§ **WORK ITEM**
Among the entries, find the lines with the string "Fant" and report them.

____

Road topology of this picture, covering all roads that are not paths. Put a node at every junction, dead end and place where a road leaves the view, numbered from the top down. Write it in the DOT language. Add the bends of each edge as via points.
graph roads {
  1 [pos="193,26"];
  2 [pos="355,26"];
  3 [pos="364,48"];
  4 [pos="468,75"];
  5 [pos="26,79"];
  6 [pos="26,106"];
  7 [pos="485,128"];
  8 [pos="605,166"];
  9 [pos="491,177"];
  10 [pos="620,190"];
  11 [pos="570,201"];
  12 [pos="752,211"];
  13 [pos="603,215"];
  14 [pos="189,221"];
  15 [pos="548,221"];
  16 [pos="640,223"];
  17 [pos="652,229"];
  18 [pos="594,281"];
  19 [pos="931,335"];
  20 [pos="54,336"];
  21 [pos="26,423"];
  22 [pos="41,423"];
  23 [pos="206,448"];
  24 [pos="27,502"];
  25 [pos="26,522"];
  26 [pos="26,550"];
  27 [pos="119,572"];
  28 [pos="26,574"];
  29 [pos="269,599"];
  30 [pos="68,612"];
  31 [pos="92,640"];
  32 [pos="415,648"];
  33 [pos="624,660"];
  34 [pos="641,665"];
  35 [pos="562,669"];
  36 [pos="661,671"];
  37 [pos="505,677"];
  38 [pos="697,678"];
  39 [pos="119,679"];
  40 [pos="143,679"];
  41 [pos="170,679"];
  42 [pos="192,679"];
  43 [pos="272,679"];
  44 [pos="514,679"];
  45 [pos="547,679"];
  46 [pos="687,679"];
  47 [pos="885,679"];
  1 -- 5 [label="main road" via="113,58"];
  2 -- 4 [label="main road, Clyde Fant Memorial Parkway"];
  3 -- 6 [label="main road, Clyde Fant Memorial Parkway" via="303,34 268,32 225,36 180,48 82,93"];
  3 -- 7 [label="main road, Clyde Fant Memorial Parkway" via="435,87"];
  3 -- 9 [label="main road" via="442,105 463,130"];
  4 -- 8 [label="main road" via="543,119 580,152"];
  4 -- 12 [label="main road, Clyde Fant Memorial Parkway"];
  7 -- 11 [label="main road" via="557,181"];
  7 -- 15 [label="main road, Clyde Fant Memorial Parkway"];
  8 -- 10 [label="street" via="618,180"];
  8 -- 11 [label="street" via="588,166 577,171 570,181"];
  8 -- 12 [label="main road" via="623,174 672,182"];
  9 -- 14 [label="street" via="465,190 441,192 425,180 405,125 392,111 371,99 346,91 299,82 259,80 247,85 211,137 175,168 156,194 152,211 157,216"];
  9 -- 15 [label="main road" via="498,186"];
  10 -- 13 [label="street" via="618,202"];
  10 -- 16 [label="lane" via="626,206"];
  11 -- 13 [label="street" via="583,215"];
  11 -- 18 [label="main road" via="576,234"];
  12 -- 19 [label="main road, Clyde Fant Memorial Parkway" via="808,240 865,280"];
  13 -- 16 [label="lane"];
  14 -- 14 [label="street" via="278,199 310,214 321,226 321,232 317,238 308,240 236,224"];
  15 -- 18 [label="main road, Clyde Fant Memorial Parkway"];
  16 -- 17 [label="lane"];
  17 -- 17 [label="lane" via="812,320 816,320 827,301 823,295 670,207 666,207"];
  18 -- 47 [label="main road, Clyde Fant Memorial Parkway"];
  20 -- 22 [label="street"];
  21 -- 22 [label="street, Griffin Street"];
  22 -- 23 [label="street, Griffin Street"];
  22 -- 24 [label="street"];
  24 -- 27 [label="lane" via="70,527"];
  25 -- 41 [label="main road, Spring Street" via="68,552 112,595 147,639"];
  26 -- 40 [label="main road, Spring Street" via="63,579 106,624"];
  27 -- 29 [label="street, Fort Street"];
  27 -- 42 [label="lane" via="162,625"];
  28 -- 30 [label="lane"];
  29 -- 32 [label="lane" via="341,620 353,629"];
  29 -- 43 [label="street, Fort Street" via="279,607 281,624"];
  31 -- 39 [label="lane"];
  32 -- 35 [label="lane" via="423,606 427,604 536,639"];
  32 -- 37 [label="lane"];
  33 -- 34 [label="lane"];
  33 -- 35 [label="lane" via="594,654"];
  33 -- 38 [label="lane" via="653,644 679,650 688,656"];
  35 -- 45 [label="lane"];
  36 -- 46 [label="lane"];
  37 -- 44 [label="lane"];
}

____

§ **EXERCISE OUTPUT**
  2 -- 4 [label="main road, Clyde Fant Memorial Parkway"];
  3 -- 6 [label="main road, Clyde Fant Memorial Parkway" via="303,34 268,32 225,36 180,48 82,93"];
  3 -- 7 [label="main road, Clyde Fant Memorial Parkway" via="435,87"];
  4 -- 12 [label="main road, Clyde Fant Memorial Parkway"];
  7 -- 15 [label="main road, Clyde Fant Memorial Parkway"];
  12 -- 19 [label="main road, Clyde Fant Memorial Parkway" via="808,240 865,280"];
  15 -- 18 [label="main road, Clyde Fant Memorial Parkway"];
  18 -- 47 [label="main road, Clyde Fant Memorial Parkway"];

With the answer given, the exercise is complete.